The pithy little mottoes, the metaphoric anecdotes, the inspirational speeches: They come naturally to him, the way they flow off the tongues of preachers and pitchmen. They’ve become an organic part of his conversation, and they’ve carried him through the difficult and occasionally awkward discussions that attend the life of any man in his mid-seventies, particularly one whose professional and personal life were subject to such public scrutiny. “Over-the-Hill Bill” is McCartney’s way of saying, Any regrets I have are irrelevant in the grand scheme of things. “Over-the-Hill Bill” is one way of acknowledging that his life has ultimately always been in the hands of a higher power.

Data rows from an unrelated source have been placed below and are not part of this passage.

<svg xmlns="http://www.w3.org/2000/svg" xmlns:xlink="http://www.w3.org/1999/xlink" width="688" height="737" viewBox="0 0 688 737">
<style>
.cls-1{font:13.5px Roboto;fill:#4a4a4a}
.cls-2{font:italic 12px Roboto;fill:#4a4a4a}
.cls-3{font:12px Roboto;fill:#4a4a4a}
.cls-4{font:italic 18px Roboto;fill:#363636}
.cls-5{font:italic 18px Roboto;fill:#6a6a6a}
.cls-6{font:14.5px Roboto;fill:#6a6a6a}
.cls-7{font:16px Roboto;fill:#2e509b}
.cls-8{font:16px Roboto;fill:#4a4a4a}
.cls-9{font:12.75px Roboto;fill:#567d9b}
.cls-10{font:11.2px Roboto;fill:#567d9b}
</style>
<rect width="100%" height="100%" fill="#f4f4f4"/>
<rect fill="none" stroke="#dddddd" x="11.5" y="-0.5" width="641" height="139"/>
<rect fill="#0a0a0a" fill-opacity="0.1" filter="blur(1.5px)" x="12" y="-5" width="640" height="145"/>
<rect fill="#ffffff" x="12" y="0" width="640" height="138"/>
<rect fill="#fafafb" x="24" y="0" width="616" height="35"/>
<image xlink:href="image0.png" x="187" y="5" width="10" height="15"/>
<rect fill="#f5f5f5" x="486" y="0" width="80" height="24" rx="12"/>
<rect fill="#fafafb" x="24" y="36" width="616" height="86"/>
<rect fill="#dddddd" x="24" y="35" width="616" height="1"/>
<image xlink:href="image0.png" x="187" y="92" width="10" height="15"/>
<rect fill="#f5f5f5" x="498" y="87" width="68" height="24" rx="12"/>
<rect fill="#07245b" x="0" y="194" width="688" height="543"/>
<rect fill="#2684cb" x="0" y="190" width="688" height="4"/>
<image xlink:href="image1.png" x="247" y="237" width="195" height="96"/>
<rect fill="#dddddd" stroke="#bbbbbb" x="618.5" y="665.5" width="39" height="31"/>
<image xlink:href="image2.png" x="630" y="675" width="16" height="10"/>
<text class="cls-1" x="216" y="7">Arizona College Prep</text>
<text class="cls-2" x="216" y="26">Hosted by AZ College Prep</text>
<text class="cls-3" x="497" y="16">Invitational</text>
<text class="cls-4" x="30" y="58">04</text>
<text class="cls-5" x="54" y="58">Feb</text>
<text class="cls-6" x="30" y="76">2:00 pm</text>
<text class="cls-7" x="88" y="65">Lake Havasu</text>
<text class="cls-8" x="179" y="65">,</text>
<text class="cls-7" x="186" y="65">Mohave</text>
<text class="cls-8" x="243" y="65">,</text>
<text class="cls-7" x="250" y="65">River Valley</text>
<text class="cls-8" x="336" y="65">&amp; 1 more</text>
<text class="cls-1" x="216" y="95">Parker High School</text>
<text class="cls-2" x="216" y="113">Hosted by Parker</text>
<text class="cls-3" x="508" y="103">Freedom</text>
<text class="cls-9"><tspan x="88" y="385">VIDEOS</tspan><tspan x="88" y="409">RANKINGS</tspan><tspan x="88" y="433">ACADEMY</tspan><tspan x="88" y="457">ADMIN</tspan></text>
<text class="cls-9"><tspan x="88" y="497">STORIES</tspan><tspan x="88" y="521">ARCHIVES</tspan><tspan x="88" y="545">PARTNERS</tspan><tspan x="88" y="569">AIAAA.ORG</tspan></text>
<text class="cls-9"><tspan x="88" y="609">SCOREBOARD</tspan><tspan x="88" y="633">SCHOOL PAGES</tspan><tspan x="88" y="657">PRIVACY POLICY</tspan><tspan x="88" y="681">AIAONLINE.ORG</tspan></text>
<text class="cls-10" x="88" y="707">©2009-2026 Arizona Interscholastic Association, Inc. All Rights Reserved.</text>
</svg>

He’s 74 years old now, and he lives on a quiet cul-de-sac in a Denver suburb called Westminster. He’s a widower who seems to enjoy playing as much golf as he can, and so perhaps “Over-the-Hill Bill” is not an inaccurate characterization. But all those autumns ago, when McCartney first began heeding the pangs that would draw him away from football, he was 54, the same age Oklahoma coach Bob Stoops is now. His Buffaloes had won at least eight games in each of the previous six seasons, and had claimed a share of the national championship in 1990. His 1994 team was in the midst of putting up an 11-win season (including the Miracle at Michigan and a Fiesta Bowl victory), and his running back, Rashaan Salaam, was on his way to rushing for more than 2,000 yards and winning the Heisman Trophy. McCartney had already turned down one high-profile job, at Southern Methodist, and he surely would have been a candidate for other weighty jobs if he’d stuck around.
But the revelation came down, and McCartney heeded it.
Maybe, on the surface, the story of a man whose religious convictions intertwined with his relationship to football doesn’t sound particularly unique. Those two things have often merged, and in the modern era they often merge uncomfortably; there have always been (and still are) dozens of coaches who clung so deeply to their faith that it became part of their public identity, and therefore became a political flashpoint. But in the midst of the evangelical revival of the 1980s, in the wake of the Clinton-era surge of the religious right, McCartney became the first coach to so forcefully blur the line between preaching and football, stepping away from the sport he loved to help foment a religious movement.